In The Dance of Shiva, Coomaraswamy argues that modern Western philosophy created a distinction between “the sacred and the profane”, that was not present in Indian or even Greco-Roman culture. In these traditions, he believed, the heavenly or spiritual world was interconnected with the real, everyday world, and that the use of the two different terms itself obscures the single unified world presented in ancient texts. Religious artefacts, such as the necklaces and anklets of the god Shiva, were the medium of spiritual-material interaction, and in the use of these artefacts, Shiva is invoked to destroy, or rather transform, the current world.

The opening line of The Dance of Shiva: “Amongst the greatest of the names of Shiva is Nataraja, Lord of Dancers, or King of Actors. The Cosmos is His theatre, there are many different steps in His repertory, He Himself is actor and audience.”
Photo credit: metmuseum.com

Through his studies of South Asia, Coomaraswamy contributed heavily to the Traditionalist school of philosophy, alongside thinkers like René Guénon and Frithjof Schuon. The central idea of this school was Perennial Philosophy — that the world’s religious traditions all point to the same universal truth, and that the scholars of the West were lacking this perspective.

Although born in the Hindu tradition, he had a deep knowledge of the Western philosophies as well as a great expertise in—and love for—Greek metaphysics, especially that of Plotinus, the founder of Neoplatonism. As such, his metaphysical writings aimed at demonstrating the unity of the Vedanta and Platonism.

Rabindranath Tagore, a pivotal figure of the Indian Renaissance of the late 19th and early 20th Century, with Coomaraswamy in 1930. Both men contributed to the revival and reflection of Indian culture during the late colonial era.
Photo credit: worldwisdom.com

Despite his many notable contributions to the study of art and culture, Coomaraswamy sometimes had a blind admiration for Indian society. He is quoted as saying that “the Brahmanical caste system is the nearest approach to a society where all interests are considered identical and is the only true communism.” Following the social system prescribed by Vedic philosophy, he advocated for arranged marriages and even justified the practice of sati, in which widows would throw themselves onto their husband’s funeral pyre. However, Weerasinghe stressed that it was important to place Coomaraswamy in the socio-cultural context of the early 20th century, when Asian culture was oppressed by colonisers. “He looked to our own history to guide our future, and this perspective is still applicable today,” he said.

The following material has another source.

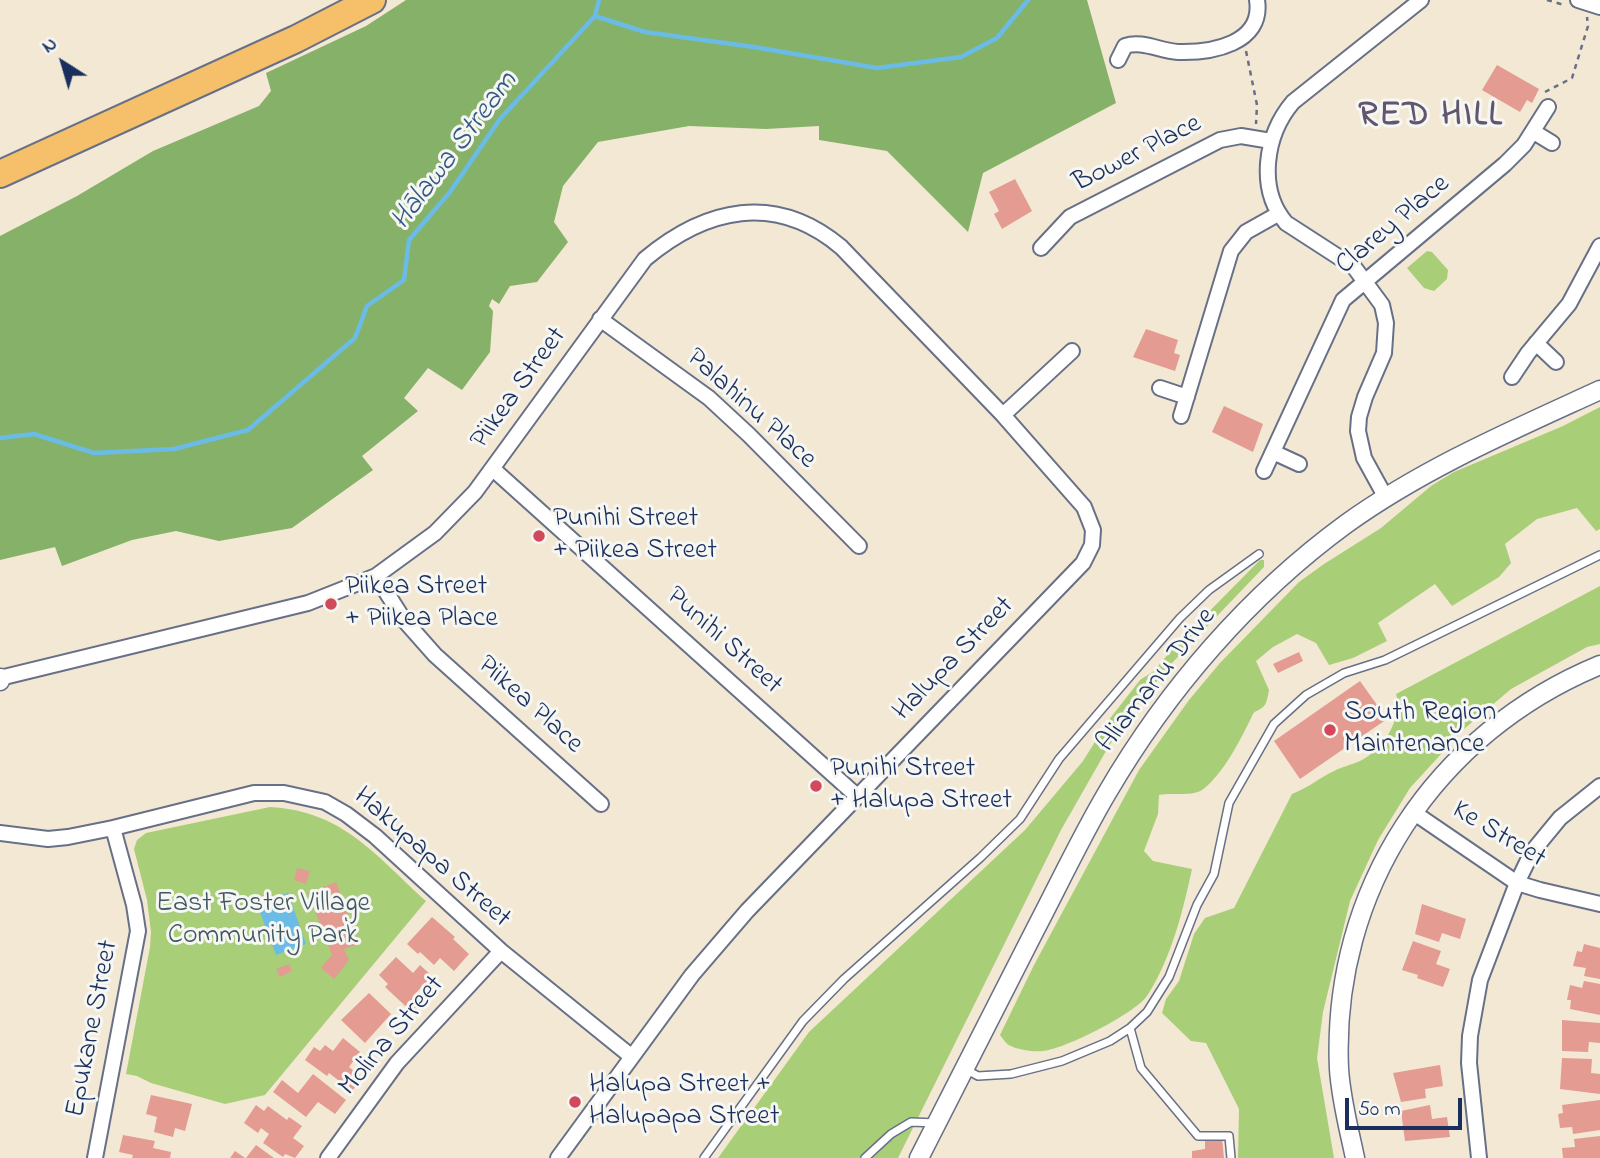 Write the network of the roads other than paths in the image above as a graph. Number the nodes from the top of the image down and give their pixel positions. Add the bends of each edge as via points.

In 1906, Coomaraswamy founded the Ceylon Social Reform Society of which he was the inaugural president and driving force. The Society dedicated itself to the preservation and revival not only of traditional arts and crafts but also of the social values and customs which had helped to shape them. In the words of its manifesto, it discouraged “the thoughtless imitation of unsuitable European habits and custom.” Coomaraswamy called for a re-awakened pride in Sri Lanka’s past and in the country’s cultural heritage, and a reflection on how the nation could be reshaped by those values it upholds, rather than those it imitated.